The 2022 WHO TB treatment decision algorithms (TDAs) A and B were developed for children <10 years old, and so analysis was limited to this age group.[8] The algorithms both recommend molecular testing for children with presumptive pulmonary TB. If negative or unavailable, a TB score is calculated that assigns points to TB signs and symptoms, with TB treatment decision when the total score ≥10. The algorithms differ in whether CXR is available (A) or is not (B), with corresponding different scores assigned to the TB features.
We analyzed TB treatment decisions for four scenarios: (1) when Xpert and CXR is available; (2) when only CXR is available; (3) when only Xpert is available; and (4) when neither Xpert nor CXR is available. The Uganda NTLP algorithm was also evaluated for all the four scenarios, and WHO algorithm A for (1) and (2), and algorithm B for (3) and (4).
Reference Standard
Children were classified as Confirmed TB (positive Xpert or culture), Unconfirmed TB (negative microbiological testing but consideration of other signs and symptoms of TB and response to TB treatment) or Unlikely TB (not meeting other criteria) using the NIH consensus definitions.[9] They were unclassifiable if there was insufficient data to determine TB status. Two pediatric TB experts classified each participant independently and blinded to the TDA calculation, with a third reviewer as a tiebreaker if needed. We used the following reference standards:
Confirmed TB versus Unlikely TB. This excludes children with Unconfirmed TB.

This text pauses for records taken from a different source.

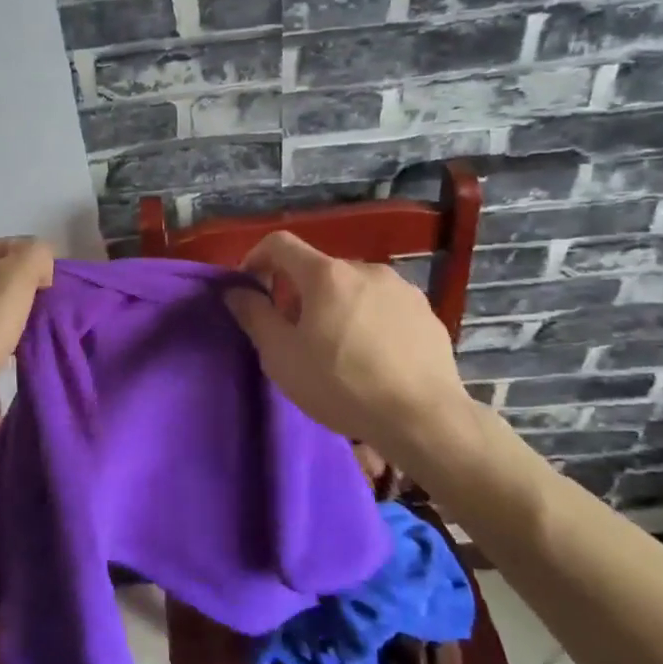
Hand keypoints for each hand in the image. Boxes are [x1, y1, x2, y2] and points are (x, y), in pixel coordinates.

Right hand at [222, 232, 474, 467]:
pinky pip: (383, 307)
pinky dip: (367, 321)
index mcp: (326, 274)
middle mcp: (365, 269)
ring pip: (352, 288)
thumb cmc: (341, 384)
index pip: (280, 243)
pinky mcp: (427, 314)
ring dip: (334, 307)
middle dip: (297, 293)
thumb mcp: (281, 355)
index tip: (251, 290)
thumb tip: (236, 291)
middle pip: (318, 269)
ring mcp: (402, 289)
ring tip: (336, 350)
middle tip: (293, 335)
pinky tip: (372, 359)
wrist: (424, 420)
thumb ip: (254, 315)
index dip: (256, 258)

Composite reference standard (CRS). Confirmed or Unconfirmed are defined as TB, and Unlikely as not having TB.
Microbiologic reference standard (MRS). Confirmed TB was defined as TB, and Unconfirmed or Unlikely TB as not having TB.
Statistical methods
Descriptive statistics were computed to describe relevant characteristics, and categorical variables were summarized using frequencies and proportions and all continuous variables were summarized using medians and interquartile range (IQR). Our primary objective was to determine the accuracy of the algorithms. Utilizing each reference standard above, we calculated the sensitivity and specificity of the Uganda NTLP algorithm (children <15years) and the WHO TDAs (children <10 years) for the overall and for key subgroups of children <5 years old, with SAM, or living with HIV.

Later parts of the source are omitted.